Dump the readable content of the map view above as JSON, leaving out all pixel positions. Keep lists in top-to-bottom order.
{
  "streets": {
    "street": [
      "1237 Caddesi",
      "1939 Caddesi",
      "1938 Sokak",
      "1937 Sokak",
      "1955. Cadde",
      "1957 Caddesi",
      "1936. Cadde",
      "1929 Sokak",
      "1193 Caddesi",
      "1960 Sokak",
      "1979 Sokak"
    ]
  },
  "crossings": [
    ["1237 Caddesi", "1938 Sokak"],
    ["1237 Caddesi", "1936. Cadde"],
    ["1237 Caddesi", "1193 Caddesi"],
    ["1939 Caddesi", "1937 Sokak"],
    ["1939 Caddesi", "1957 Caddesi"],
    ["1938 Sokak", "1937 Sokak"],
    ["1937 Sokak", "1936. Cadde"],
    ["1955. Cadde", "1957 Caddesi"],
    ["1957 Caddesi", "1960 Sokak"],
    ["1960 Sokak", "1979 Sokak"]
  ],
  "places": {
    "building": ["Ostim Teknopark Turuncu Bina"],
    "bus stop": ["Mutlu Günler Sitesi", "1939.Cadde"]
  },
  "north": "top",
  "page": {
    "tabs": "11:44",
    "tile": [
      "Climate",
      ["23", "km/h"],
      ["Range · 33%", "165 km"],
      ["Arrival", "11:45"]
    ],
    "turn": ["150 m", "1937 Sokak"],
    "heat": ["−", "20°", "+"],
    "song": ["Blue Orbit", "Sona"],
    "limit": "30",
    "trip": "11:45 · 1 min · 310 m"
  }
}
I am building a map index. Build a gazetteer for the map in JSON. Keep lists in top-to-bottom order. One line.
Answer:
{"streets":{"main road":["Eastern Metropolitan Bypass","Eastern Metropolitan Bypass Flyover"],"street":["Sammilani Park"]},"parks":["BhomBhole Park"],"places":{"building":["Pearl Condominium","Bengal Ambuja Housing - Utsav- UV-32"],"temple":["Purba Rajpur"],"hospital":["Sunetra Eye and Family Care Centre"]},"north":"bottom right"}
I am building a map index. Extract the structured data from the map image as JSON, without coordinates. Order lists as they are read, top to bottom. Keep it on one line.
▬▬▬▬▬▬▬▬▬▬
■ **Your task**
Transcribe each entry precisely, missing none.

■ **Response area**
Dump the readable content of the map view above as JSON, leaving out all pixel positions. Keep lists in top-to-bottom order.
{
  "streets": {
    "street": [
      "1237 Caddesi",
      "1939 Caddesi",
      "1938 Sokak",
      "1937 Sokak",
      "1955. Cadde",
      "1957 Caddesi",
      "1936. Cadde",
      "1929 Sokak",
      "1193 Caddesi",
      "1960 Sokak",
      "1979 Sokak"
    ]
  },
  "crossings": [
    ["1237 Caddesi", "1938 Sokak"],
    ["1237 Caddesi", "1936. Cadde"],
    ["1237 Caddesi", "1193 Caddesi"],
    ["1939 Caddesi", "1937 Sokak"],
    ["1939 Caddesi", "1957 Caddesi"],
    ["1938 Sokak", "1937 Sokak"],
    ["1937 Sokak", "1936. Cadde"],
    ["1955. Cadde", "1957 Caddesi"],
    ["1957 Caddesi", "1960 Sokak"],
    ["1960 Sokak", "1979 Sokak"]
  ],
  "places": {
    "building": ["Ostim Teknopark Turuncu Bina"],
    "bus stop": ["Mutlu Günler Sitesi", "1939.Cadde"]
  },
  "north": "top",
  "page": {
    "tabs": "11:44",
    "tile": [
      "Climate",
      ["23", "km/h"],
      ["Range · 33%", "165 km"],
      ["Arrival", "11:45"]
    ],
    "turn": ["150 m", "1937 Sokak"],
    "heat": ["−", "20°", "+"],
    "song": ["Blue Orbit", "Sona"],
    "limit": "30",
    "trip": "11:45 · 1 min · 310 m"
  }
}
I am building a map index. Build a gazetteer for the map in JSON. Keep lists in top-to-bottom order. One line.
Answer:
{"streets":{"main road":["Eastern Metropolitan Bypass","Eastern Metropolitan Bypass Flyover"],"street":["Sammilani Park"]},"parks":["BhomBhole Park"],"places":{"building":["Pearl Condominium","Bengal Ambuja Housing - Utsav- UV-32"],"temple":["Purba Rajpur"],"hospital":["Sunetra Eye and Family Care Centre"]},"north":"bottom right"}
I am building a map index. Extract the structured data from the map image as JSON, without coordinates. Order lists as they are read, top to bottom. Keep it on one line.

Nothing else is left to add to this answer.